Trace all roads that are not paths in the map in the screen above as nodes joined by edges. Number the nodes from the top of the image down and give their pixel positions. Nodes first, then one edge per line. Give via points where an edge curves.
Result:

---

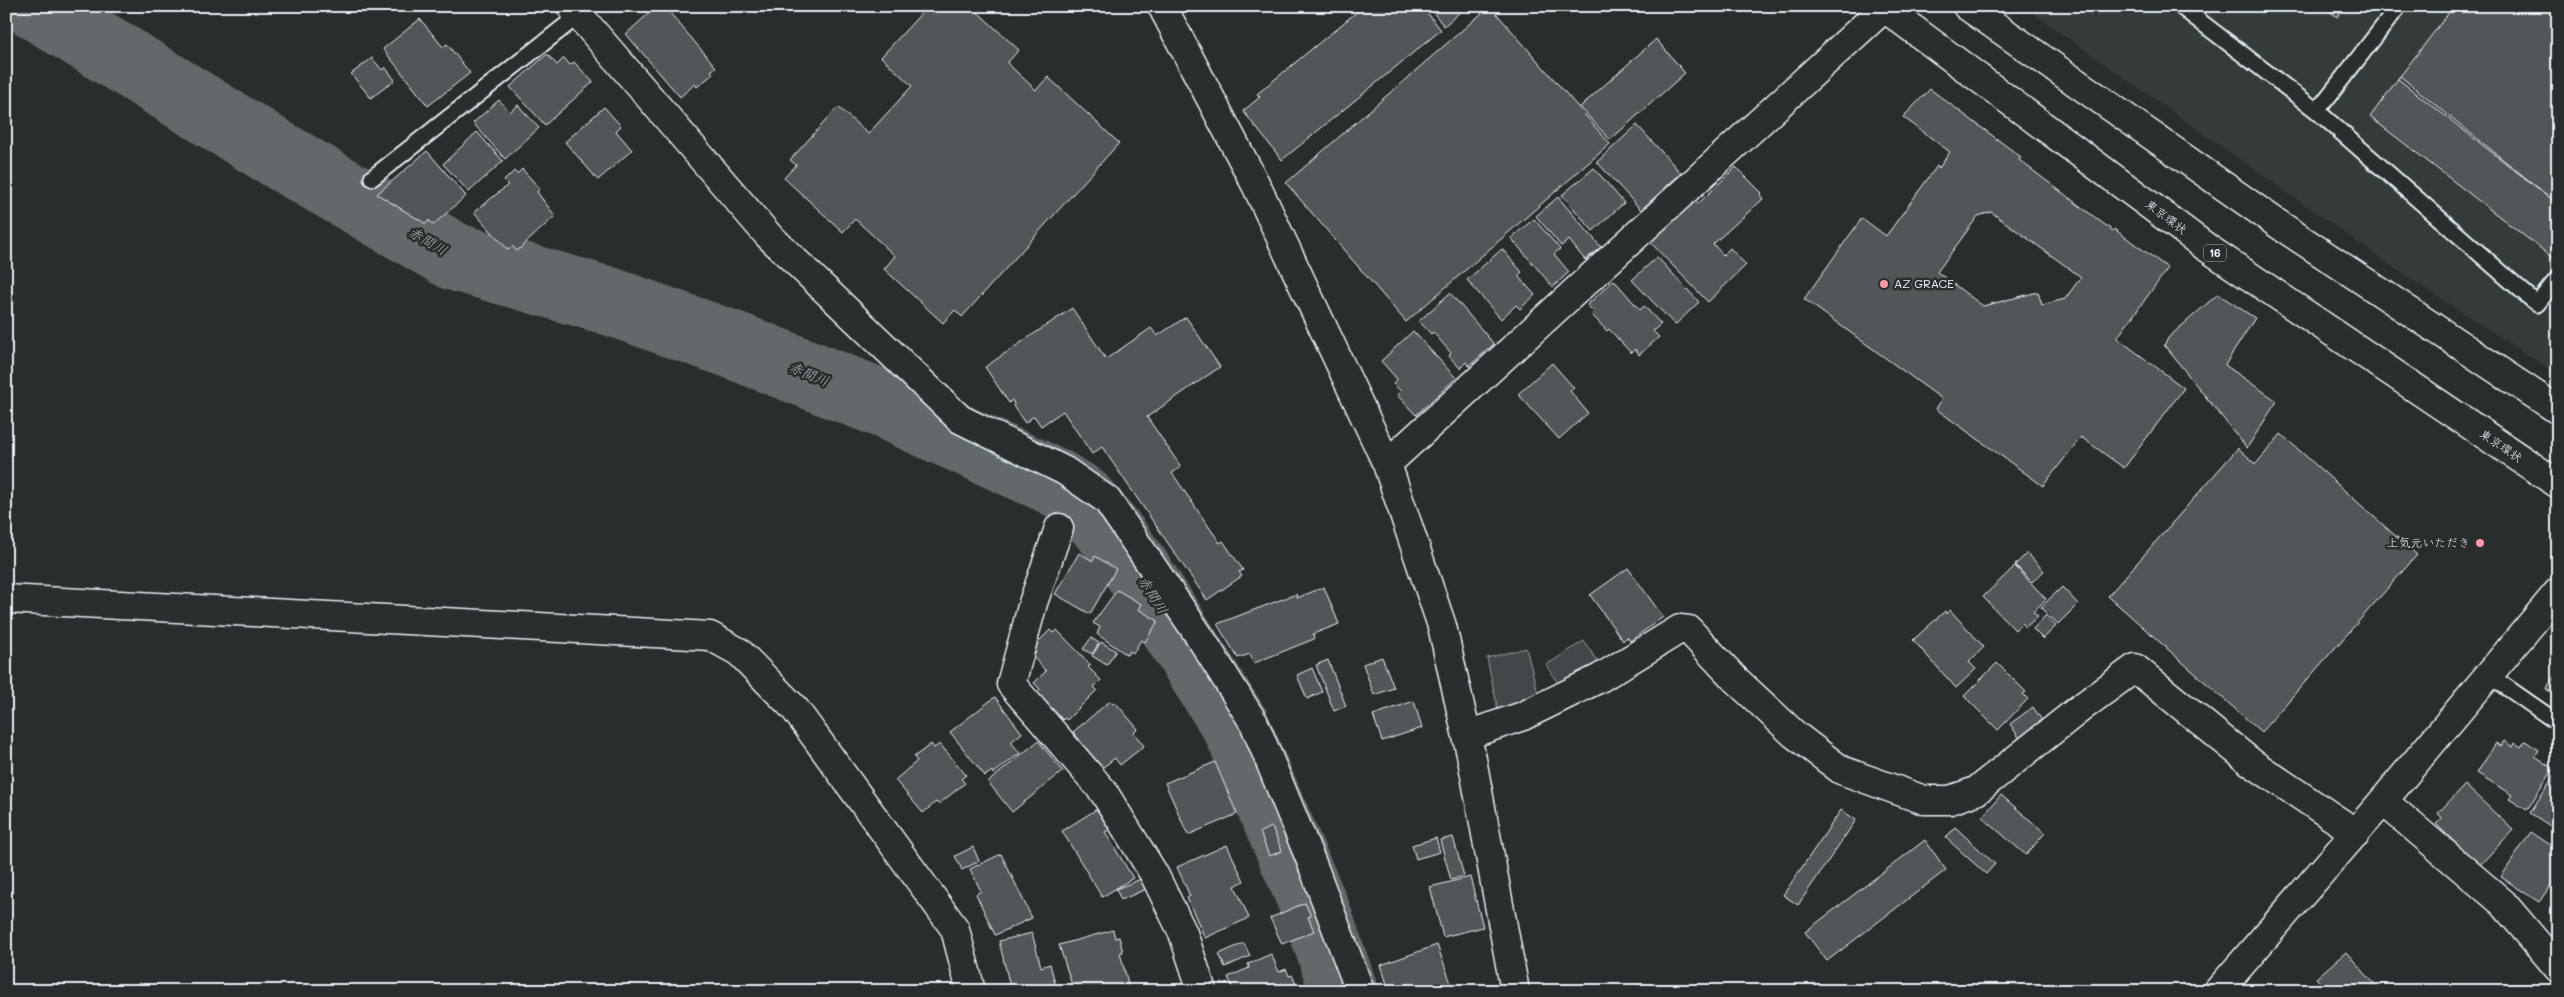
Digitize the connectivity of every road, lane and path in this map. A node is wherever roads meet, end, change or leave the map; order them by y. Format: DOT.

...

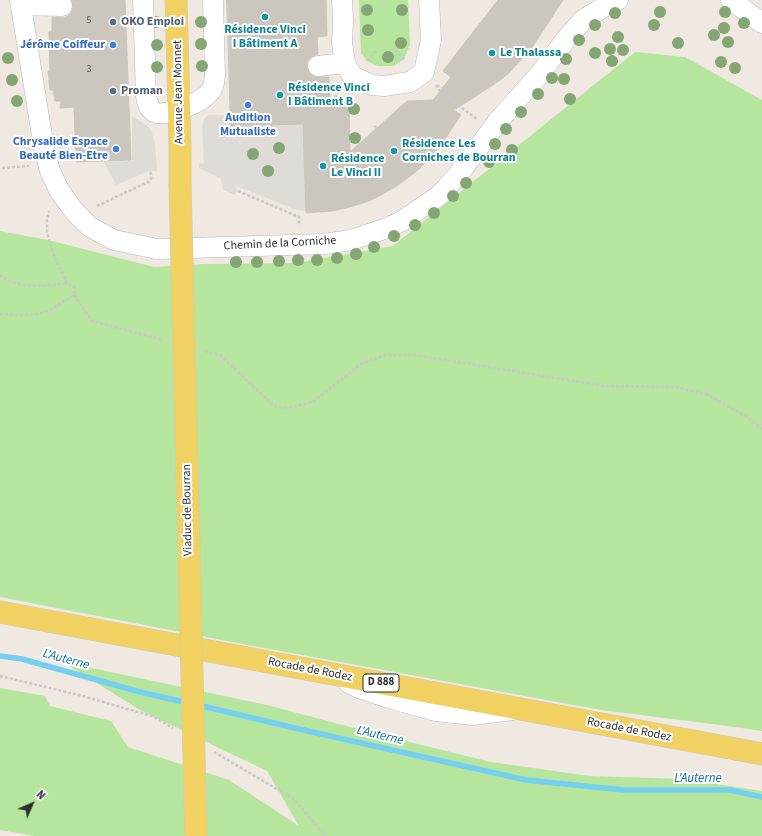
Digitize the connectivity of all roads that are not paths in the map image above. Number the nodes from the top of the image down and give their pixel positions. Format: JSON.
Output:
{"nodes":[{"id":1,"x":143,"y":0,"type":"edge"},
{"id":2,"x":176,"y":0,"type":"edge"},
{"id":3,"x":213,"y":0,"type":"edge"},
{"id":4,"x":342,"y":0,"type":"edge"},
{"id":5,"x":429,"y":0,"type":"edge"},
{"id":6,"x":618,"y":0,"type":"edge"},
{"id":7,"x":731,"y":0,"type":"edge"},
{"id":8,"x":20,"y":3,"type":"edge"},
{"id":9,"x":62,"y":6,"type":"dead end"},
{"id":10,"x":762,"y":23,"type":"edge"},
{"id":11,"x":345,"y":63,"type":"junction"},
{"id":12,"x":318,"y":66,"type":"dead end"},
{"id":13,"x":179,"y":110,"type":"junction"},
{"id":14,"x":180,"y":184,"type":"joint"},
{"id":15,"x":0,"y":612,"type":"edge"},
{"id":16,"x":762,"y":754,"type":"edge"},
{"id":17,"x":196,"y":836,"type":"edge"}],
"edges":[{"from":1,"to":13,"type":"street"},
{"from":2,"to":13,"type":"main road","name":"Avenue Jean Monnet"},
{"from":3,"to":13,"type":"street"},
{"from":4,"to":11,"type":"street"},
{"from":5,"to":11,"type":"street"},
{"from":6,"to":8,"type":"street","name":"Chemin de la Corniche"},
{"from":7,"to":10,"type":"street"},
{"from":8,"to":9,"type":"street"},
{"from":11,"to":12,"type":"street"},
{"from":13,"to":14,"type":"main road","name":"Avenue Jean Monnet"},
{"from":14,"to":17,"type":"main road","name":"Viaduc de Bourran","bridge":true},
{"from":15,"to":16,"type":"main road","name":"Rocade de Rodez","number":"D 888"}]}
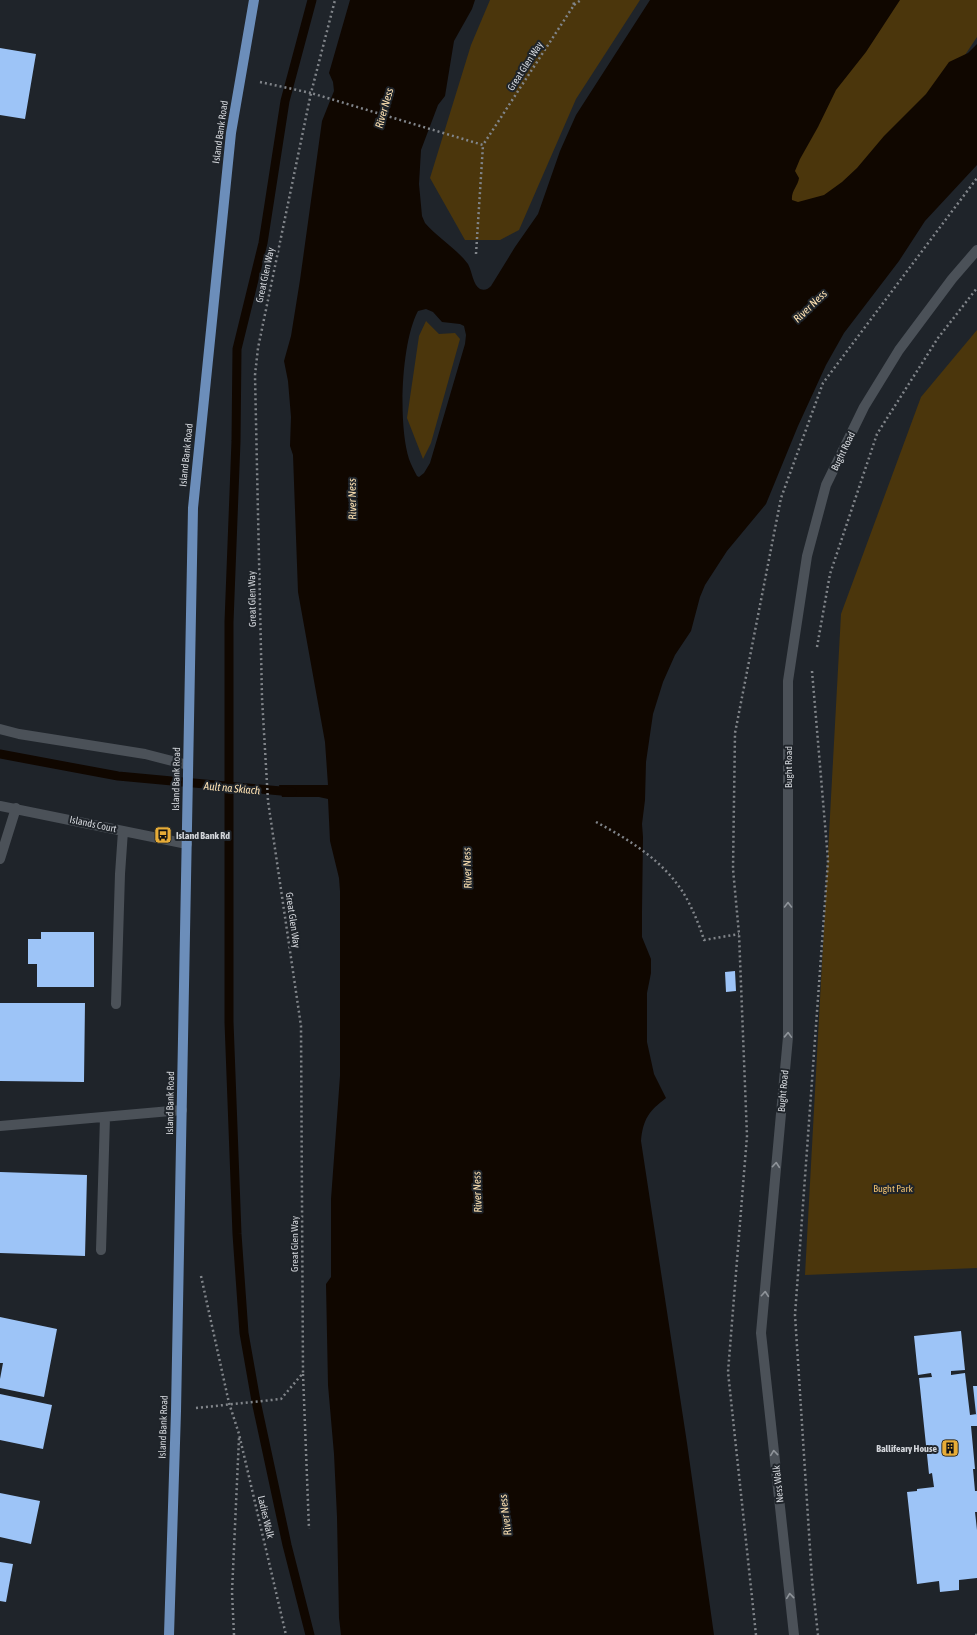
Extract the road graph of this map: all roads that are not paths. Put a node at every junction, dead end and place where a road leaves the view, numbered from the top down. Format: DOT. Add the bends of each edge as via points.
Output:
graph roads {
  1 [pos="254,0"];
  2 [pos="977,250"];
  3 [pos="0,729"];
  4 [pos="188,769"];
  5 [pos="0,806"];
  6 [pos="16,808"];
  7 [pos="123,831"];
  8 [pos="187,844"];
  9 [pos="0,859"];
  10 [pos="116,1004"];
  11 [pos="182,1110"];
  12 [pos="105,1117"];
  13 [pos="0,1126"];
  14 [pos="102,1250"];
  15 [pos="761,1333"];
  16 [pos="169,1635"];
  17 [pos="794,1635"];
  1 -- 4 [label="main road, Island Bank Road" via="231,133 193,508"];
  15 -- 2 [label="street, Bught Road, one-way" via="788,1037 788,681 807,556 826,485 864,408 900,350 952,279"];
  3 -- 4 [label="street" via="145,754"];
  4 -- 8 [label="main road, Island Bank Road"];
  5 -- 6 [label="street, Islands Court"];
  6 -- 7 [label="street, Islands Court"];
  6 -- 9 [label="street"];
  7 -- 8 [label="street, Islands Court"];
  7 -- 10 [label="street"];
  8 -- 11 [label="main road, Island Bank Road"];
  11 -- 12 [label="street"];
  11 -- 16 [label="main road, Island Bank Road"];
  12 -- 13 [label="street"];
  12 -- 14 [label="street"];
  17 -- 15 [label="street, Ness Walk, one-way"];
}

- [Problem details]: Among the entries above, how many lines hold the string "Digitize"? Respond with nothing but the number.

- [Solution to the problem]: 2